XML 25 R9.htm IDEA: XBRL DOCUMENT v3.25.1
ACCOUNTING POLICIES
3 Months Ended
Mar. 31, 2025
Accounting Policies [Abstract]  
ACCOUNTING POLICIES ACCOUNTING POLICIES
Basis of Presentation
HBT Financial, Inc. (“HBT Financial” or the “Company”) is headquartered in Bloomington, Illinois and is the holding company for Heartland Bank and Trust Company (“Heartland Bank” or the “Bank”). The Bank provides a comprehensive suite of financial products and services to consumers, businesses, and municipal entities throughout Illinois and eastern Iowa. Additionally, the Company is subject to the regulations of certain federal and state agencies and undergoes periodic examinations by those regulatory agencies.
The unaudited consolidated financial statements, including the notes thereto, have been prepared in accordance with accounting principles generally accepted in the U.S. (“GAAP”) interim reporting requirements. Certain information in footnote disclosures normally included in financial statements prepared in accordance with GAAP has been condensed or omitted pursuant to rules and regulations of the SEC. These interim unaudited consolidated financial statements and notes thereto should be read in conjunction with the Company’s audited consolidated financial statements and accompanying notes included in the Company’s Annual Report on Form 10-K for the year ended December 31, 2024, filed with the SEC on March 7, 2025.

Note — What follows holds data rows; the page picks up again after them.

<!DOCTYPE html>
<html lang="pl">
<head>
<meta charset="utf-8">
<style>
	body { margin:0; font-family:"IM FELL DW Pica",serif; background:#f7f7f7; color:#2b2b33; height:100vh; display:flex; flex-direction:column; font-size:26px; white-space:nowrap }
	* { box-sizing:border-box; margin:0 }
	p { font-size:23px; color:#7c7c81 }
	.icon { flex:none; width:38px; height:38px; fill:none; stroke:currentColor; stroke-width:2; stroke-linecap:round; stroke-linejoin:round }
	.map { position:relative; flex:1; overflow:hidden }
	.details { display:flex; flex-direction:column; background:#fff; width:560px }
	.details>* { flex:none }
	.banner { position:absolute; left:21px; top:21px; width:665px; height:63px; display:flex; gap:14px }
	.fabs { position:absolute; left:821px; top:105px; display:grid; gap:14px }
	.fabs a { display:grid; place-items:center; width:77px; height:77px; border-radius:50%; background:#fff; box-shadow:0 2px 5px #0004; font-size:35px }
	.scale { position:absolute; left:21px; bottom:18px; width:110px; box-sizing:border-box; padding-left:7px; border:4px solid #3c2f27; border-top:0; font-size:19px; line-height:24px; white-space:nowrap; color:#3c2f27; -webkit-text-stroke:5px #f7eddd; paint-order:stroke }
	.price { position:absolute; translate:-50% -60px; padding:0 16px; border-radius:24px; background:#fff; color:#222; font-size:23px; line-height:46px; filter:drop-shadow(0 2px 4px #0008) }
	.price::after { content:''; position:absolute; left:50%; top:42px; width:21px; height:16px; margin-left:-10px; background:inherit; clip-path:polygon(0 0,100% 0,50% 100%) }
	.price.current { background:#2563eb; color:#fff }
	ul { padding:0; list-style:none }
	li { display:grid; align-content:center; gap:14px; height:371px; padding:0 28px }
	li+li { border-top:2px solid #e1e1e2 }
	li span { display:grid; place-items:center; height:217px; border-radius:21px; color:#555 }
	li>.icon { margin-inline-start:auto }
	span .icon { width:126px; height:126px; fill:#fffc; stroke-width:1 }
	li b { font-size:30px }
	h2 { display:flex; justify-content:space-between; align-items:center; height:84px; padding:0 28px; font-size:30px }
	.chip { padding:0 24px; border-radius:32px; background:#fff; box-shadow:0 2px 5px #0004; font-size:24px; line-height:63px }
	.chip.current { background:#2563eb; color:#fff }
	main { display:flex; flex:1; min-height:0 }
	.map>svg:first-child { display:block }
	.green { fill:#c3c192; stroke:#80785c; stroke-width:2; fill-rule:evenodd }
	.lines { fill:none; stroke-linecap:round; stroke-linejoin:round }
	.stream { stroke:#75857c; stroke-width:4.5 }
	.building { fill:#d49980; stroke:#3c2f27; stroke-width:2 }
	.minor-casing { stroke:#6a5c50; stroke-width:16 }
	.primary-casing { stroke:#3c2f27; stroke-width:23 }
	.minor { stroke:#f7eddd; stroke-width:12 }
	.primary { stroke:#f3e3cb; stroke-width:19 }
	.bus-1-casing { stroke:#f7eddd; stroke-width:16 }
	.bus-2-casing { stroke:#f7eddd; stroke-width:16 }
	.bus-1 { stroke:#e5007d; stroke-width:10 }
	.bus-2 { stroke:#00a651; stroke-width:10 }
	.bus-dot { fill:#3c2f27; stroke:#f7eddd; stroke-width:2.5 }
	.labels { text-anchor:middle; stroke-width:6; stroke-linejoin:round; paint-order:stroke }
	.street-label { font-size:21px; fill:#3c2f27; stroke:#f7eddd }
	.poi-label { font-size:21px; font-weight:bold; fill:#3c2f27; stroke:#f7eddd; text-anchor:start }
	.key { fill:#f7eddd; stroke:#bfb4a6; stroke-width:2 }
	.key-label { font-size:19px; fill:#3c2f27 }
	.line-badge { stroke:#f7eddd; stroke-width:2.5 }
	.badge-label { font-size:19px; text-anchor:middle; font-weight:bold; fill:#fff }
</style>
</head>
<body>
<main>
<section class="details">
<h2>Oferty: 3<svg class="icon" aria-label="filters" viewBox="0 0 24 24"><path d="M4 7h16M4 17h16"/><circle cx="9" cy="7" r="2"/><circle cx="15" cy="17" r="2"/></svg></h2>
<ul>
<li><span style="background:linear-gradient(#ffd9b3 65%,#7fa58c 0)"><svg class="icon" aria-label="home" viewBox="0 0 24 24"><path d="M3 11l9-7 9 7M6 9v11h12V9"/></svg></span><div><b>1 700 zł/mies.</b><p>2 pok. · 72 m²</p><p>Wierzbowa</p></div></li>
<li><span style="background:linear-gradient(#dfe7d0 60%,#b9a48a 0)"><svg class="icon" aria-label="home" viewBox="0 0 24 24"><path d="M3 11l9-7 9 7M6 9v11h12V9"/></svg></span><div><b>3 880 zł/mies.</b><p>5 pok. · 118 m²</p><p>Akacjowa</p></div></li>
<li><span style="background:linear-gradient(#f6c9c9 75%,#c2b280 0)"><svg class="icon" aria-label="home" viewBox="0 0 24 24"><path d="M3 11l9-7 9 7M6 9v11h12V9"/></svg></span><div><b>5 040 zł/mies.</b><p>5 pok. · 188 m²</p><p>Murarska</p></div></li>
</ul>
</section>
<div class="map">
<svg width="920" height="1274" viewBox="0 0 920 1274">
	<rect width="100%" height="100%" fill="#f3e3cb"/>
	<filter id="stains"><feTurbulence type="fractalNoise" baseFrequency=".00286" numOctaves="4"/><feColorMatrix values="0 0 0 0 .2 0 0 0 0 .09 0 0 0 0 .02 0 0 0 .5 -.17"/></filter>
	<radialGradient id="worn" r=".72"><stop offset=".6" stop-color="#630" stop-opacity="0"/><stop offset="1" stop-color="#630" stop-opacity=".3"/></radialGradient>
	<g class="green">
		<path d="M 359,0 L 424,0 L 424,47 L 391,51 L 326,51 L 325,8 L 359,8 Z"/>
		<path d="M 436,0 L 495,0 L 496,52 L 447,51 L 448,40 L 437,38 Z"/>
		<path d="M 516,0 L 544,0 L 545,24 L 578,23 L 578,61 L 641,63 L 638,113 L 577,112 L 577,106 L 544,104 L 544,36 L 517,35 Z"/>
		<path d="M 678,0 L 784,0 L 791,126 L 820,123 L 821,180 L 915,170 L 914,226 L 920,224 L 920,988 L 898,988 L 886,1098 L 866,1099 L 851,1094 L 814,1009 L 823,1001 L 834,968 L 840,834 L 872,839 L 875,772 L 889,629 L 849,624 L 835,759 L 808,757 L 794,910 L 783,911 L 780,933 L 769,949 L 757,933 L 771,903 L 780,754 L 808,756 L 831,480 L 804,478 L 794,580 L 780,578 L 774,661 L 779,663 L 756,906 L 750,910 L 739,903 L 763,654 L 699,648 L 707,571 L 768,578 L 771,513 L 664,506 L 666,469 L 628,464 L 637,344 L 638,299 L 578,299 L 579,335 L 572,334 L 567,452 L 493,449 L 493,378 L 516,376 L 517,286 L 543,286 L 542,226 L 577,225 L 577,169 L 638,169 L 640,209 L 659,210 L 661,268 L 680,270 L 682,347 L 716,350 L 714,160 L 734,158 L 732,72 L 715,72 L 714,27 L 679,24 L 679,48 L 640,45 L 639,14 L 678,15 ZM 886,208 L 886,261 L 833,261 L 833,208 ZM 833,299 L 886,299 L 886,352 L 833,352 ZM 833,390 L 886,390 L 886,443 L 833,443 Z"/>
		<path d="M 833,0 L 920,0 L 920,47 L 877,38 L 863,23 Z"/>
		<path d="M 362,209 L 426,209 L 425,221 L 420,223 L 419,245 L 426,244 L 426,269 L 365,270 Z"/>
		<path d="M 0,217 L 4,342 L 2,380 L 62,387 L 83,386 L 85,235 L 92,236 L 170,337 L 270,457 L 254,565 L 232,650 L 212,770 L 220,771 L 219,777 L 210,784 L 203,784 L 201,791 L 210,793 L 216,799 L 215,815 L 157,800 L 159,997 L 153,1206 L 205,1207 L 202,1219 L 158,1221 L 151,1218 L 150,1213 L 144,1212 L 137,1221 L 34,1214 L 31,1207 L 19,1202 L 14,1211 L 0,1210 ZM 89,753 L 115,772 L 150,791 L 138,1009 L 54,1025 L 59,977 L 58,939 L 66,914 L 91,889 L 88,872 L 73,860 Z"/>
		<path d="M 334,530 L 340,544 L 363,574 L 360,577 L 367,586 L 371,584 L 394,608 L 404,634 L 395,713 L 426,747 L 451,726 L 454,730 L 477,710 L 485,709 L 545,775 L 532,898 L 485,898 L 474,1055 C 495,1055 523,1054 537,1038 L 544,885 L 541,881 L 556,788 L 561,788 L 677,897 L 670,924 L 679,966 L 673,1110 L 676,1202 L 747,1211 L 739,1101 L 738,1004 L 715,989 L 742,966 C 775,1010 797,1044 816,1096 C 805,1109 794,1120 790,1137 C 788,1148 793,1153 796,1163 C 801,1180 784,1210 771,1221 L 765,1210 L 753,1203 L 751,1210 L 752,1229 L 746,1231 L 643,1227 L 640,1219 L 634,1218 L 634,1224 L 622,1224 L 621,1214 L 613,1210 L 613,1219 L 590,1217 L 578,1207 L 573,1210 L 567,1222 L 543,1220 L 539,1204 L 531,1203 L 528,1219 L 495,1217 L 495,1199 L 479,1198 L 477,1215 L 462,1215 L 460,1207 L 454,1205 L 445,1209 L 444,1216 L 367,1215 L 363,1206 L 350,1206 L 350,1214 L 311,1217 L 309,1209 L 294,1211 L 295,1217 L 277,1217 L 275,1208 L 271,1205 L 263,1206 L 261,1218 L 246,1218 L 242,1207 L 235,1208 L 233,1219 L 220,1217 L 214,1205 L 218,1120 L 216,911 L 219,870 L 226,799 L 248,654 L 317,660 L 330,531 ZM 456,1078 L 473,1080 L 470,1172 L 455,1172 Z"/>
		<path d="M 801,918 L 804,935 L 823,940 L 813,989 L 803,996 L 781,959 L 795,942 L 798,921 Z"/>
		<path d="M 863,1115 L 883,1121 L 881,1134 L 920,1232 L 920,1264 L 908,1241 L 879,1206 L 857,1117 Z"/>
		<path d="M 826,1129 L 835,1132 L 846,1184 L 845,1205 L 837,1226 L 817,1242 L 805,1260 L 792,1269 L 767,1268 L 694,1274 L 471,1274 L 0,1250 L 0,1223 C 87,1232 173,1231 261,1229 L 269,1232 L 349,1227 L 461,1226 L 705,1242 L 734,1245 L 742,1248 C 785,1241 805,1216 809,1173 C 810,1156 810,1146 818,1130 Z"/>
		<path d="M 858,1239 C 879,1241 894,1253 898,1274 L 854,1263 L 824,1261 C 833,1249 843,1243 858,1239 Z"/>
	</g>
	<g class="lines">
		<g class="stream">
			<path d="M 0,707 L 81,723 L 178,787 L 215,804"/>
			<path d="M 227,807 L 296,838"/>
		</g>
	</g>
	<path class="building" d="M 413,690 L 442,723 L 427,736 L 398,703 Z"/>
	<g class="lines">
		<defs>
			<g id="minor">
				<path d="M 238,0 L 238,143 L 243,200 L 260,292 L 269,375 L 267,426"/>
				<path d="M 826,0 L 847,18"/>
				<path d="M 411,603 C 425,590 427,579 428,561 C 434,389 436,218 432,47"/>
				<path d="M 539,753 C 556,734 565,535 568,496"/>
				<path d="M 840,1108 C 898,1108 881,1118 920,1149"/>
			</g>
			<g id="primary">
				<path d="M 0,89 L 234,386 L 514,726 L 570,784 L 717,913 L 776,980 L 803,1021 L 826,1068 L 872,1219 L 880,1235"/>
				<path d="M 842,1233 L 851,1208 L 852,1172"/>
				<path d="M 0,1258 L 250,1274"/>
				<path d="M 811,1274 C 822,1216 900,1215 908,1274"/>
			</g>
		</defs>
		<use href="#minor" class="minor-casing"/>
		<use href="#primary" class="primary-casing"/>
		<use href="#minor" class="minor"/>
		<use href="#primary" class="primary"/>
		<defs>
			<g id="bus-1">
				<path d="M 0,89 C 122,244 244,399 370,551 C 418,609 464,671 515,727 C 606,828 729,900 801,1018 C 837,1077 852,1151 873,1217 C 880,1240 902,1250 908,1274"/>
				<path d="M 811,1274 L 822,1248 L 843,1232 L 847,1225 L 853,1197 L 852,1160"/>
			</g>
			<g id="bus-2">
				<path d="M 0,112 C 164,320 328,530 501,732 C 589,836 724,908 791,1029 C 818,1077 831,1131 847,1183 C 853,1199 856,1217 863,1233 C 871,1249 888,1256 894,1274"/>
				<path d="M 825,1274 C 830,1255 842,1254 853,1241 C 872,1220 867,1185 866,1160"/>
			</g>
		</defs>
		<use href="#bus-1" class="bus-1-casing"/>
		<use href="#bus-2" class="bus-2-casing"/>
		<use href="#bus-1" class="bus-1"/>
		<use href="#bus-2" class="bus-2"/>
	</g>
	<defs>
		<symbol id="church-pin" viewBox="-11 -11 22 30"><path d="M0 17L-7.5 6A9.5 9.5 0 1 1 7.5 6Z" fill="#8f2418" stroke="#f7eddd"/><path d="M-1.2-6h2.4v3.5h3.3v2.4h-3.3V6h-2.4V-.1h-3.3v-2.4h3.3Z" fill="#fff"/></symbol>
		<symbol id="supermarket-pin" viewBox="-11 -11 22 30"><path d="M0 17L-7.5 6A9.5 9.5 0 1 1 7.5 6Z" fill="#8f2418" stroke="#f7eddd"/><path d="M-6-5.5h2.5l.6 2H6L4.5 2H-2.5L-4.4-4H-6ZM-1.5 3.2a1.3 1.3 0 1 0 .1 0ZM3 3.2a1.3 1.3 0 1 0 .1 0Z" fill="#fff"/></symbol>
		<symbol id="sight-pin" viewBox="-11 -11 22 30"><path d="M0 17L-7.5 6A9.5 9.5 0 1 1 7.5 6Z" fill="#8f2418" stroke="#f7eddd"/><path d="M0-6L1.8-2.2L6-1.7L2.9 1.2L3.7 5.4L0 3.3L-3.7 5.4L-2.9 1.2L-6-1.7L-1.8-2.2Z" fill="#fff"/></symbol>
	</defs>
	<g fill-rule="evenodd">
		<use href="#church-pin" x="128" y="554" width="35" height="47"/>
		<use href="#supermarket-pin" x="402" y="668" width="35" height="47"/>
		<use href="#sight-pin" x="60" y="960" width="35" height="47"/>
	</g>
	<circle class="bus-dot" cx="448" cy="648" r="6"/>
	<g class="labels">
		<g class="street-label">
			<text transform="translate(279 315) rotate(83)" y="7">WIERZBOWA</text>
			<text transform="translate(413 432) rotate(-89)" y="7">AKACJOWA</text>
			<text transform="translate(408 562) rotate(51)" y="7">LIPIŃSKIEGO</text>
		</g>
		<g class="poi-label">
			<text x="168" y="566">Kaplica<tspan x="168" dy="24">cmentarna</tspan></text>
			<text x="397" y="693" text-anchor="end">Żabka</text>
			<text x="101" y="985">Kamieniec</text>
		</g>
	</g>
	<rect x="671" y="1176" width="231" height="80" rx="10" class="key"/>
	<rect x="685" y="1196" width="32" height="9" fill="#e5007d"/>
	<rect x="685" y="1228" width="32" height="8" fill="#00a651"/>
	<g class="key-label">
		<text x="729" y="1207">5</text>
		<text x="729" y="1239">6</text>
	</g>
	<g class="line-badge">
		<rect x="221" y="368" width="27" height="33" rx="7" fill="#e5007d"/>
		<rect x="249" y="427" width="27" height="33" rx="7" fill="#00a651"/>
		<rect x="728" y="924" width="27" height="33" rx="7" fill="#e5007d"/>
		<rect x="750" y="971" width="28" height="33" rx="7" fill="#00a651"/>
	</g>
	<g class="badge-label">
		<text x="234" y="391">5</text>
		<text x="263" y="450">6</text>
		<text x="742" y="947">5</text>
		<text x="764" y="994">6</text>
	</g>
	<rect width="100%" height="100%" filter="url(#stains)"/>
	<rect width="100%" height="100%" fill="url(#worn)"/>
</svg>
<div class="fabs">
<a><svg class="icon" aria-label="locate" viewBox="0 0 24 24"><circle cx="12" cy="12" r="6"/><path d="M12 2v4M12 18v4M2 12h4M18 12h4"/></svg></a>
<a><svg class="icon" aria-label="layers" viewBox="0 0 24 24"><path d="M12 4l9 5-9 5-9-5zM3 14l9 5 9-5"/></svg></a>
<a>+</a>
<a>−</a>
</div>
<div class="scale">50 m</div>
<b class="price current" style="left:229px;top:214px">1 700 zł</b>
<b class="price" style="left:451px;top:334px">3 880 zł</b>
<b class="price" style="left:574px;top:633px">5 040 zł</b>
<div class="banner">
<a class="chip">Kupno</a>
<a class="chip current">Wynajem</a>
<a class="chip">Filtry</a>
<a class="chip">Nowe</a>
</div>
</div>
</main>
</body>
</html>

The unaudited consolidated financial statements include all normal, recurring adjustments necessary for a fair presentation of the results for the interim periods. The results for interim periods are not necessarily indicative of results for a full year.
Use of Estimates
The accompanying consolidated financial statements have been prepared in conformity with GAAP. In preparing the financial statements, management is required to make estimates and assumptions that affect the reported amounts of assets and liabilities as of the date of the balance sheet and the reported results of operations for the periods then ended.
Actual results could differ significantly from those estimates. Material estimates that are particularly susceptible to significant changes in the near term relate to the determination of the allowance for credit losses.
Reclassifications
Certain prior period amounts have been reclassified to conform to the current period presentation without any impact on the reported amounts of net income or stockholders’ equity.
Subsequent Events
In preparing these consolidated financial statements, the Company has evaluated events and transactions for potential recognition or disclosure through the date the financial statements were issued.
Recent Accounting Pronouncements
In December 2023, the FASB issued Accounting Standards Update ("ASU") 2023-09, Income Taxes (Topic 740): Improvements to Income Tax Disclosures. ASU 2023-09 expands income tax disclosure requirements. The amendments require annual disclosure of certain information relating to the rate reconciliation, income taxes paid by jurisdiction, income (loss) from continuing operations before income tax expense (benefit) disaggregated between domestic and foreign, income tax expense (benefit) from continuing operations disaggregated by federal (national), state, and foreign. The amendments also eliminate certain requirements relating to unrecognized tax benefits and certain deferred tax disclosure relating to subsidiaries and corporate joint ventures. The amendments in this update are effective for years beginning after December 15, 2024. ASU 2023-09 should be applied on a prospective basis, but retrospective application is permitted. Early adoption is permitted. This standard did not have a material impact on the Company’s consolidated results of operations or financial position.
In November 2024, the FASB issued ASU 2024-03, Income Statement - Reporting Comprehensive Income - Expense Disaggregation Disclosures (Subtopic 220-40): Disaggregation of Income Statement Expenses. ASU 2024-03 provides more decision-useful information about a public entity's expenses by requiring additional detail on expenses reported in income statements. Under the ASU, public entities will provide detailed disclosure in interim and annual periods of specified categories underlying certain expense captions. The ASU requires public entities to apply the amendments prospectively, with an option to use retrospective application. The amendments in this update are effective for years beginning after December 15, 2026, and interim periods within fiscal years beginning after December 15, 2027. Early adoption is permitted. This standard is not expected to have a material impact on the Company's consolidated results of operations or financial position.